Defense counsel declined the curative instruction, reasoning it would only draw more attention to the prejudicial testimony. The trial court, having placed the practical burden on the defendant to accept or reject the instruction, ultimately denied the mistrial motion without taking any curative action. The jury returned a guilty verdict, and Snyder appealed.
The Court’s Holding
The Oregon Court of Appeals reversed and remanded, holding that the trial court abused its discretion by doing nothing in response to the officer’s testimony about Snyder’s invocation of his Miranda rights. The court reaffirmed the rule from State v. Schumacher, 315 Or App 298 (2021): when a defendant moves for mistrial based on prosecutorial elicitation of evidence that the defendant invoked a constitutional right, and the trial court determines the jury is likely to infer guilt from that reference, it is the court—not the defendant—that must decide whether and how to cure the prejudice. The defendant’s refusal of a curative instruction does not excuse the trial court from acting.
The court rejected the state’s invited-error argument, finding that Snyder neither invited the improper testimony nor invited denial of his mistrial motion. The court emphasized that evaluating the propriety of the ruling requires examining the trial court’s decision, not the defendant’s tactical choices.

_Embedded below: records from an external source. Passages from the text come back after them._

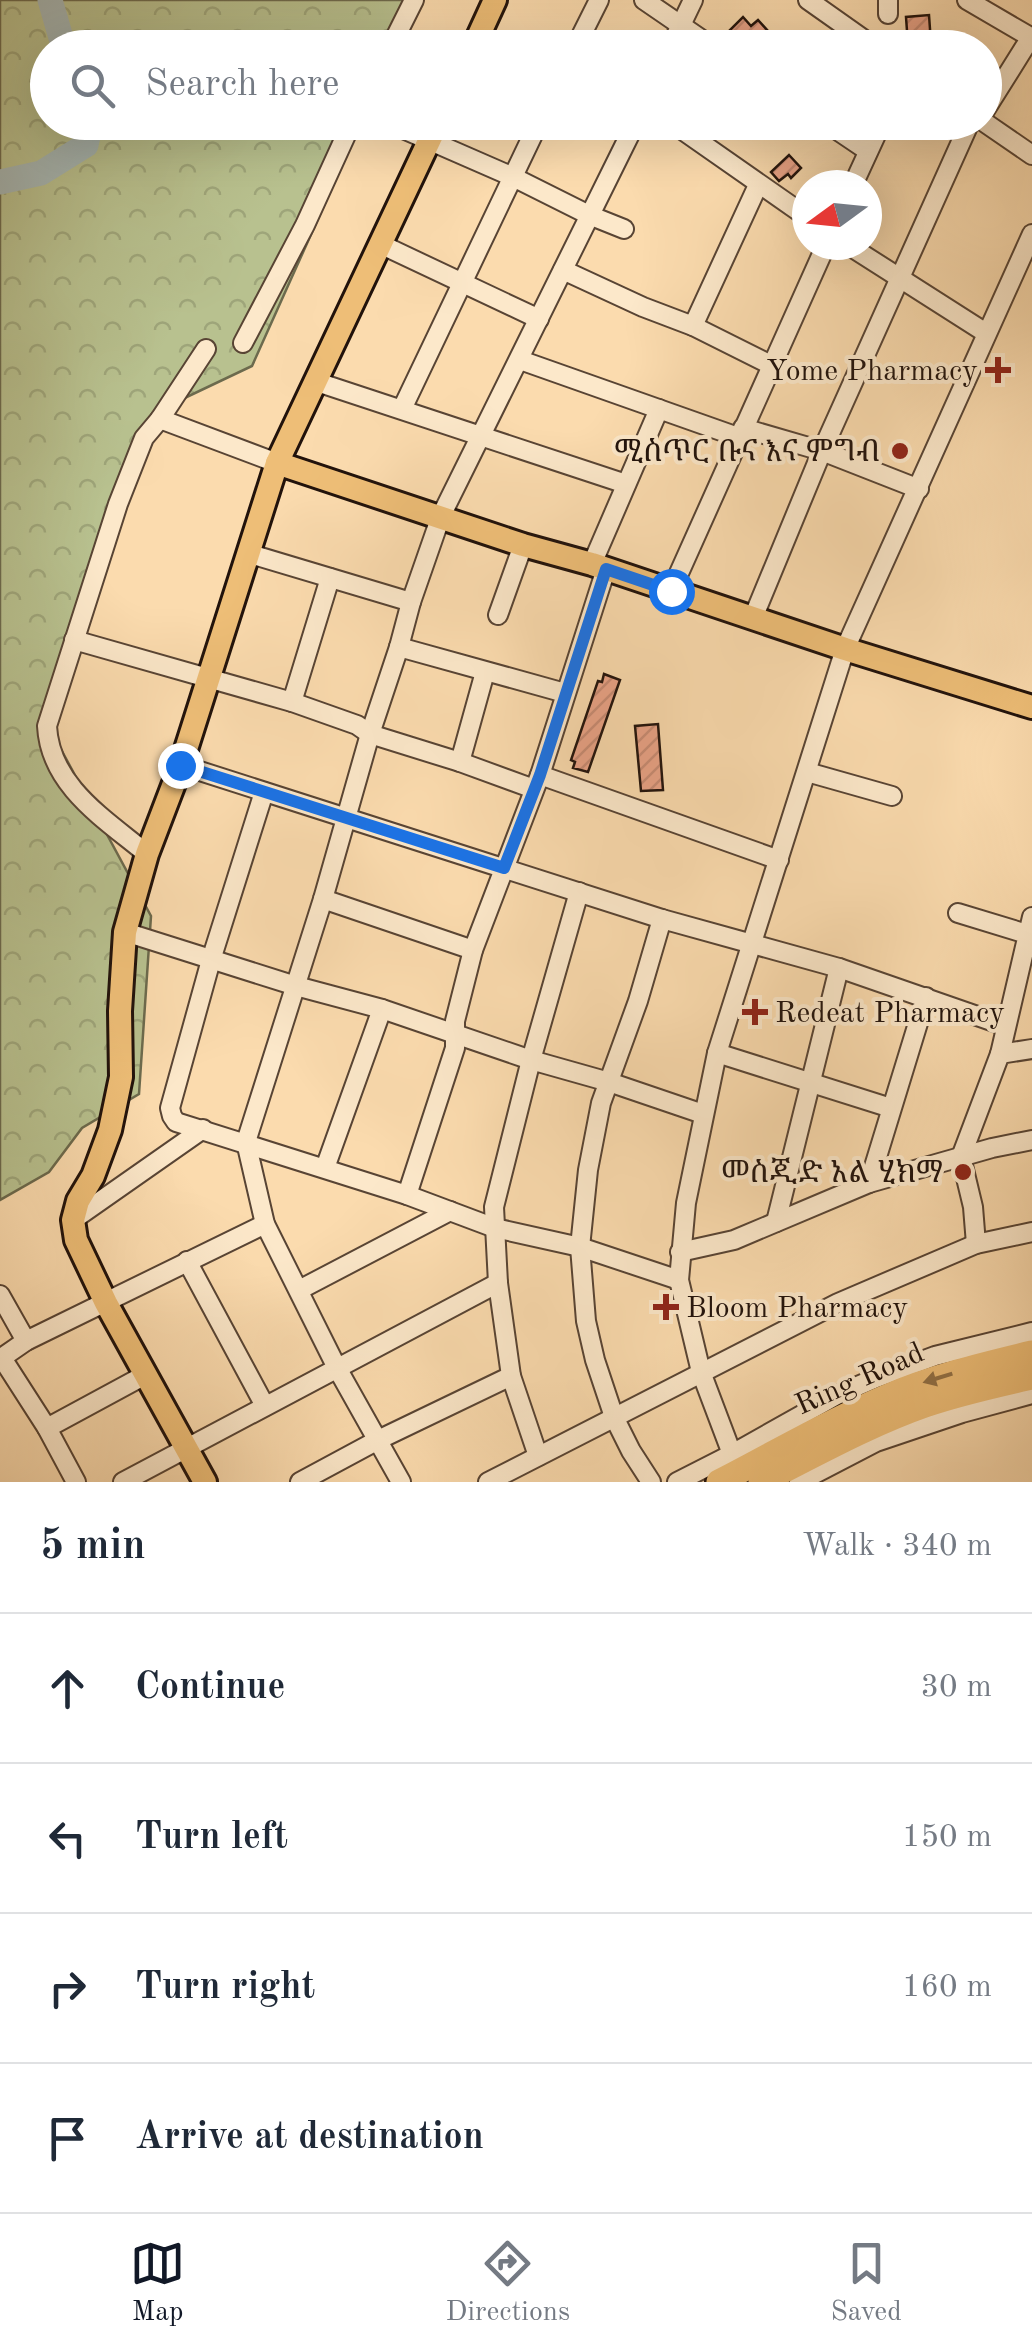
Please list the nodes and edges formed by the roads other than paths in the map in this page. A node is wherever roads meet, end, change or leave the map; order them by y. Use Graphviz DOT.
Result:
graph roads {
  1 [pos="414,0"];
  2 [pos="495,0"];
  3 [pos="599,0"];
  4 [pos="644,0"];
  5 [pos="693,0"];
  6 [pos="808,0"];
  7 [pos="968,0"];
  8 [pos="680,25"];
  9 [pos="399,30"];
  10 [pos="481,30"];
  11 [pos="584,30"];
  12 [pos="678,30"];
  13 [pos="687,30"];
  14 [pos="850,30"];
  15 [pos="1032,38"];
  16 [pos="1002,84"];
  17 [pos="1002,134"];
  18 [pos="344,140"];
  19 [pos="429,140"];
  20 [pos="447,140"];
  21 [pos="529,140"];
  22 [pos="627,140"];
  23 [pos="696,140"];
  24 [pos="851,140"];
  25 [pos="874,140"];
  26 [pos="962,140"];
  27 [pos="868,152"];
  28 [pos="1032,155"];
  29 [pos="860,170"];
  30 [pos="512,177"];
  31 [pos="758,184"];
  32 [pos="792,208"];
  33 [pos="589,215"];
  34 [pos="624,229"];
  35 [pos="1032,234"];
  36 [pos="380,244"];
  37 [pos="819,260"];
  38 [pos="871,260"];
  39 [pos="1025,268"];
  40 [pos="563,270"];
  41 [pos="901,280"];
  42 [pos="462,284"];
  43 [pos="539,320"];
  44 [pos="693,326"];
  45 [pos="986,333"];
  46 [pos="243,343"];
  47 [pos="206,349"];
  48 [pos="520,360"];
  49 [pos="771,366"];
  50 [pos="314,382"];
  51 [pos="402,409"];
  52 [pos="659,410"];
  53 [pos="160,418"];
  54 [pos="740,432"];
  55 [pos="482,435"];
  56 [pos="822,452"];
  57 [pos="277,464"];
  58 [pos="626,484"];
  59 [pos="919,488"];
  60 [pos="442,516"];
  61 [pos="523,545"];
  62 [pos="247,553"];
  63 [pos="599,567"];
  64 [pos="330,578"];
  65 [pos="671,591"];
  66 [pos="411,602"];
  67 [pos="498,614"];
  68 [pos="753,618"];
  69 [pos="74,640"];
  70 [pos="400,646"];
  71 [pos="845,650"];
  72 [pos="485,672"];
  73 [pos="208,678"];
  74 [pos="566,694"];
  75 [pos="292,702"];
  76 [pos="1032,707"];
  77 [pos="370,734"];
  78 [pos="460,762"];
  79 [pos="180,765"];
  80 [pos="806,772"];
  81 [pos="537,782"];
  82 [pos="264,792"];
  83 [pos="892,796"];
  84 [pos="345,818"];
  85 [pos="147,854"];
  86 [pos="778,860"];
  87 [pos="504,868"];
  88 [pos="580,892"];
  89 [pos="323,899"];
  90 [pos="958,912"];
  91 [pos="662,919"];
  92 [pos="1029,926"];
  93 [pos="125,932"];
  94 [pos="752,944"];
  95 [pos="473,950"];
  96 [pos="211,960"];
  97 [pos="839,968"];
  98 [pos="296,986"];
  99 [pos="926,997"];
  100 [pos="382,1009"];
  101 [pos="1006,1026"];
  102 [pos="457,1034"];
  103 [pos="1032,1049"];
  104 [pos="717,1054"];
  105 [pos="1000,1054"];
  106 [pos="531,1060"];
  107 [pos="609,1082"];
  108 [pos="810,1084"];
  109 [pos="891,1108"];
  110 [pos="703,1114"];
  111 [pos="203,1129"];
  112 [pos="1032,1140"];
  113 [pos="246,1142"];
  114 [pos="961,1157"];
  115 [pos="325,1168"];
  116 [pos="869,1183"];
  117 [pos="407,1194"];
  118 [pos="450,1211"];
  119 [pos="73,1220"];
  120 [pos="776,1222"];
  121 [pos="265,1224"];
  122 [pos="494,1228"];
  123 [pos="1032,1232"];
  124 [pos="976,1244"];
  125 [pos="580,1247"];
  126 [pos="680,1252"];
  127 [pos="187,1261"];
  128 [pos="679,1280"];
  129 [pos="498,1284"];
  130 [pos="299,1290"];
  131 [pos="0,1294"];
  132 [pos="106,1303"];
  133 [pos="1032,1332"];
  134 [pos="26,1341"];
  135 [pos="1032,1354"];
  136 [pos="1,1358"];
  137 [pos="337,1368"];
  138 [pos="701,1372"];
  139 [pos="145,1375"];
  140 [pos="511,1376"];
  141 [pos="1032,1377"];
  142 [pos="1032,1394"];
  143 [pos="266,1406"];
  144 [pos="614,1417"];
  145 [pos="47,1428"];
  146 [pos="378,1440"];
  147 [pos="188,1448"];
  148 [pos="732,1454"];
  149 [pos="538,1456"];
  150 [pos="76,1482"];
  151 [pos="124,1482"];
  152 [pos="205,1482"];
  153 [pos="300,1482"];
  154 [pos="401,1482"];
  155 [pos="488,1482"];
  156 [pos="651,1482"];
  157 [pos="677,1482"];
  158 [pos="719,1482"];
  159 [pos="761,1482"];
  160 [pos="799,1482"];
  1 -- 9 [label="street"];
  2 -- 10 [label="main road"];
  3 -- 11 [label="street"];
  4 -- 8 [label="street"];
  5 -- 8 [label="street"];
  6 -- 14 [label="street"];
  7 -- 15 [label="street"];
  8 -- 12 [label="street"];
  8 -- 13 [label="street"];
  15 -- 16 [label="street"];
  17 -- 28 [label="street"];
  18 -- 46 [label="street"];
  19 -- 36 [label="main road"];
  20 -- 30 [label="street"];
  21 -- 30 [label="street"];
  22 -- 33 [label="street"];
  23 -- 31 [label="street"];
  24 -- 27 [label="street"];
  25 -- 27 [label="street"];
  26 -- 41 [label="street"];
  27 -- 29 [label="street"];
  30 -- 33 [label="street"];
  30 -- 42 [label="street"];
  31 -- 32 [label="street"];
  31 -- 44 [label="street"];
  33 -- 34 [label="street"];
  33 -- 40 [label="street"];
  35 -- 39 [label="street"];
  36 -- 42 [label="street"];
  36 -- 50 [label="main road"];
  37 -- 49 [label="street"];
  38 -- 41 [label="street"];
  39 -- 45 [label="street"];
  40 -- 43 [label="street"];
  40 -- 44 [label="street"];
  41 -- 45 [label="street"];
  41 -- 56 [label="street"];
  42 -- 43 [label="street"];
  42 -- 51 [label="street"];
  43 -- 48 [label="street"];
  44 -- 49 [label="street"];
  45 -- 59 [label="street"];
  47 -- 53 [label="street"];
  48 -- 52 [label="street"];
  48 -- 55 [label="street"];
  49 -- 54 [label="street"];
  50 -- 51 [label="street"];
  50 -- 57 [label="main road"];
  51 -- 55 [label="street"];
  52 -- 54 [label="street"];
  52 -- 58 [label="street"];
  53 -- 57 [label="street"];
  53 -- 69 [label="street"];
  54 -- 56 [label="street"];
  54 -- 65 [label="street"];
  55 -- 58 [label="street"];
  55 -- 60 [label="street"];
  56 -- 59 [label="street"];
  56 -- 68 [label="street"];
  57 -- 60 [label="main road"];
  57 -- 62 [label="main road"];
  58 -- 63 [label="street"];
  59 -- 71 [label="street"];
  60 -- 61 [label="main road"];
  60 -- 66 [label="street"];
  61 -- 63 [label="main road"];
  61 -- 67 [label="street"];
  62 -- 64 [label="street"];
  62 -- 73 [label="main road"];
  63 -- 65 [label="main road"];
  63 -- 74 [label="street"];
  64 -- 66 [label="street"];
  64 -- 75 [label="street"];
  65 -- 68 [label="main road"];
  66 -- 70 [label="street"];
  68 -- 71 [label="main road"];
  69 -- 73 [label="street"];
  69 -- 85 [label="street"];
  70 -- 72 [label="street"];
  70 -- 77 [label="street"];
  71 -- 76 [label="main road"];
  71 -- 80 [label="street"];
  72 -- 74 [label="street"];
  72 -- 78 [label="street"];
  73 -- 75 [label="street"];
  73 -- 79 [label="main road"];
  74 -- 81 [label="street"];
  75 -- 77 [label="street"];
  77 -- 78 [label="street"];
  77 -- 84 [label="street"];
  78 -- 81 [label="street"];
  79 -- 82 [label="street"];
  79 -- 85 [label="main road"];
  80 -- 83 [label="street"];
  80 -- 86 [label="street"];
  81 -- 86 [label="street"];
  81 -- 87 [label="street"];
  82 -- 84 [label="street"];
  82 -- 96 [label="street"];
  84 -- 87 [label="street"];
  84 -- 89 [label="street"];
  85 -- 93 [label="main road"];
  86 -- 94 [label="street"];
  87 -- 88 [label="street"];
  87 -- 95 [label="street"];
  88 -- 91 [label="street"];
  88 -- 106 [label="street"];
  89 -- 95 [label="street"];
  89 -- 98 [label="street"];
  90 -- 92 [label="street"];
  91 -- 94 [label="street"];
  91 -- 107 [label="street"];
  92 -- 101 [label="street"];
  93 -- 96 [label="street"];
  93 -- 119 [label="main road"];
  94 -- 97 [label="street"];
  94 -- 104 [label="street"];
  95 -- 102 [label="street"];
  96 -- 98 [label="street"];
  96 -- 111 [label="street"];
  97 -- 99 [label="street"];
  97 -- 108 [label="street"];
  98 -- 100 [label="street"];
  98 -- 113 [label="street"];
  99 -- 101 [label="street"];
  99 -- 109 [label="street"];
  100 -- 102 [label="street"];
  100 -- 115 [label="street"];
  101 -- 105 [label="street"];
  102 -- 106 [label="street"];
  102 -- 117 [label="street"];
  103 -- 105 [label="street"];
  104 -- 108 [label="street"];
  104 -- 110 [label="street"];
  105 -- 114 [label="street"];
  106 -- 107 [label="street"];
  106 -- 122 [label="street"];
  107 -- 110 [label="street"];
  107 -- 125 [label="street"];
  108 -- 109 [label="street"];
  108 -- 120 [label="street"];
  109 -- 116 [label="street"];
  110 -- 126 [label="street"];
  111 -- 113 [label="street"];
  111 -- 119 [label="street"];
  112 -- 114 [label="street"];
  113 -- 115 [label="street"];
  113 -- 121 [label="street"];
  114 -- 116 [label="street"];
  114 -- 124 [label="street"];
  115 -- 117 [label="street"];
  116 -- 120 [label="street"];
  117 -- 118 [label="street"];
  118 -- 122 [label="street"];
  118 -- 130 [label="street"];
  119 -- 132 [label="main road"];
  120 -- 126 [label="street"];
  121 -- 127 [label="street"];
  121 -- 130 [label="street"];
  122 -- 125 [label="street"];
  122 -- 129 [label="street"];
  123 -- 124 [label="street"];
  124 -- 138 [label="street"];
  125 -- 128 [label="street"];
  125 -- 144 [label="street"];
  126 -- 128 [label="street"];
  127 -- 132 [label="street"];
  127 -- 143 [label="street"];
  128 -- 138 [label="street"];
  129 -- 137 [label="street"];
  129 -- 140 [label="street"];
  130 -- 137 [label="street"];
  131 -- 134 [label="street"];
  132 -- 134 [label="street"];
  132 -- 139 [label="main road"];
  133 -- 148 [label="street"];
  134 -- 136 [label="street"];
  135 -- 158 [label="highway, Ring Road, one-way"];
  136 -- 145 [label="street"];
  137 -- 143 [label="street"];
  137 -- 146 [label="street"];
  138 -- 144 [label="street"];
  138 -- 148 [label="street"];
  139 -- 145 [label="street"];
  139 -- 147 [label="main road"];
  140 -- 146 [label="street"];
  140 -- 149 [label="street"];
  141 -- 159 [label="highway, Ring Road"];
  142 -- 160 [label="street"];
  143 -- 147 [label="street"];
  144 -- 149 [label="street"];
  144 -- 156 [label="street"];
  145 -- 150 [label="street"];
  146 -- 153 [label="street"];
  146 -- 154 [label="street"];
  147 -- 151 [label="street"];
  147 -- 152 [label="main road"];
  148 -- 157 [label="street"];
  149 -- 155 [label="street"];
}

Because the trial court itself found the testimony would “certainly suggest guilt” to a juror yet took no corrective action, that inaction constituted an abuse of discretion.
The court also offered broader guidance: given that curative instructions addressing invocation-of-rights testimony face an “perhaps impossible” task—they must negate the inference of guilt without either ignoring it (insufficient) or highlighting it (potentially more prejudicial)—trial courts confronting this scenario should understand that granting a mistrial is likely the only permissible exercise of discretion once the three key conditions are met: the defendant moves for mistrial, the motion is based on an impermissible invocation reference, and the court finds the jury is likely to infer guilt.
Key Takeaways
- When a prosecutor elicits testimony that a defendant invoked Miranda rights and the trial court finds the jury would likely infer guilt, the court must act — doing nothing is an abuse of discretion, even if the defendant declines a curative instruction.

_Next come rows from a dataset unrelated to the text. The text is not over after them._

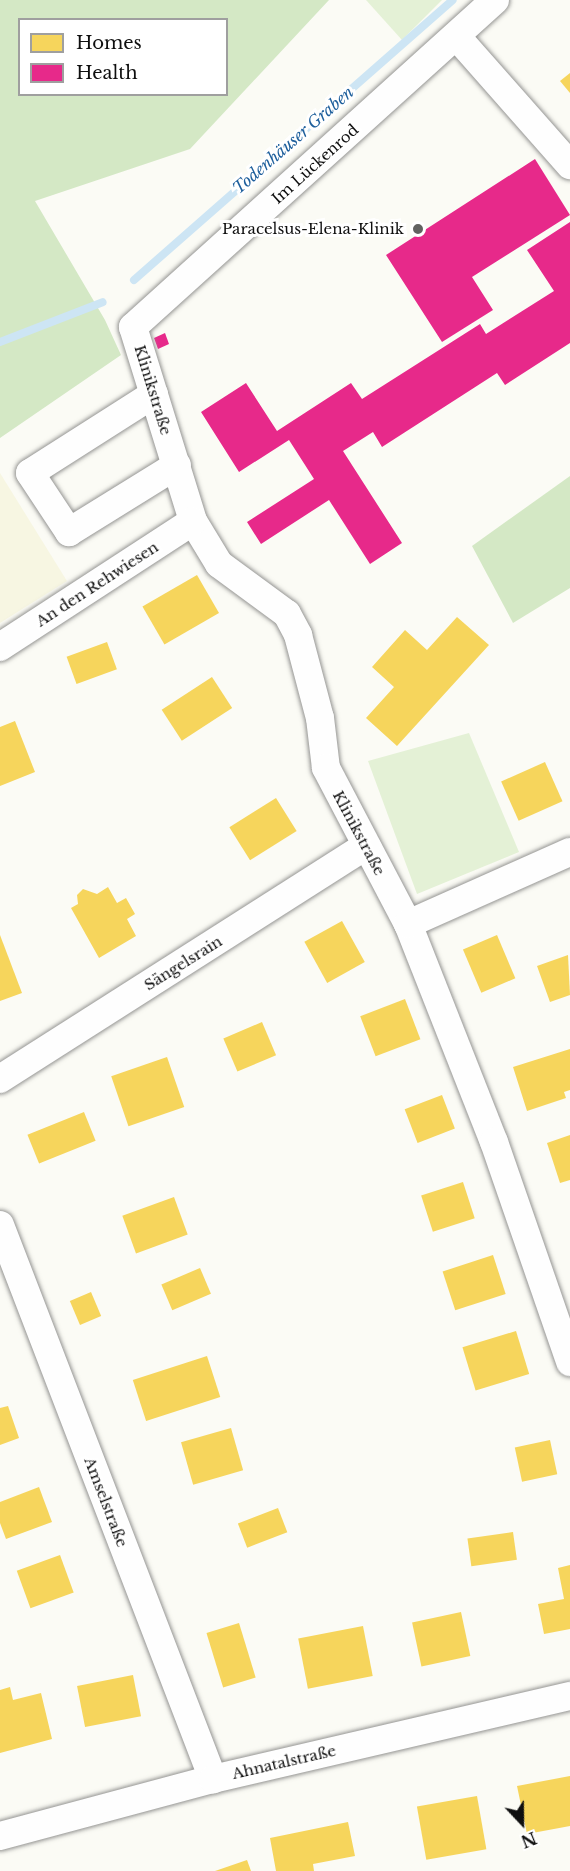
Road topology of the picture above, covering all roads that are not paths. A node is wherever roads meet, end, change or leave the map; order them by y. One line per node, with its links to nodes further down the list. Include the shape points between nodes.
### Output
1 (495, 0): 2 (street, Im Lückenrod)
2 (457, 37): 3 (street); 4 (street, Im Lückenrod)
3 (570, 165)
4 (133, 327): 5 (street, Klinikstraße)
5 (154, 394): 6 (street, Klinikstraße); 6 (street, via 30,473 69,532)
6 (177, 465): 7 (street, Klinikstraße)
7 (193, 521): 8 (street, An den Rehwiesen); 9 (street, Klinikstraße, via 219,564 287,614 298,635 320,718 326,768)
8 (0, 647)
9 (366, 846): 11 (street, Klinikstraße); 12 (street, Sängelsrain)
10 (570, 852): 11 (street)
11 (408, 924): 14 (street, Klinikstraße, via 505,1174)
12 (0, 1079)
13 (0, 1225): 16 (street, Amselstraße)
14 (570, 1362)
15 (570, 1696): 16 (street, Ahnatalstraße)
16 (213, 1779): 17 (street, Ahnatalstraße)
17 (0, 1836)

- The responsibility to cure prejudice from improper invocation-of-rights testimony rests with the trial court, not the defendant; a defendant’s refusal of a curative instruction cannot constitute invited error for purposes of the mistrial ruling.
- Curative instructions in this context face a near-impossible standard: they must negate the guilt inference without either dismissively ignoring it (held insufficient in prior cases) or explicitly naming it (held to potentially worsen prejudice), making mistrial the practically safe choice once the triggering conditions are met.
- The court expressly called on prosecutors to prepare law enforcement witnesses to avoid volunteering invocation evidence, warning that failing to do so will predictably result in reversals and harmful delays for victims, defendants, and the justice system.
Why It Matters
This decision clarifies a recurring and consequential tension in Oregon criminal trials: what must a trial court do when a police witness blurts out that a defendant “invoked” their rights? The court’s opinion synthesizes a line of cases into a practical framework, making clear that once the guilt-inference threshold is crossed and the defendant has moved for mistrial, the trial court has virtually no discretion to simply stand pat. Defense attorneys now have stronger grounds to demand a mistrial rather than accept a curative instruction that case law suggests will likely be found inadequate on appeal regardless.
For prosecutors and trial judges, the opinion is a direct warning: an ineffectual response to this type of improper testimony almost guarantees reversal, which harms everyone—including crime victims who must endure retrial. The court’s candid acknowledgment that mistrial, though “drastic,” is often the only legally sound remedy signals that Oregon appellate courts will continue scrutinizing these rulings closely and will not give trial courts a pass simply because the defendant rejected a curative fix.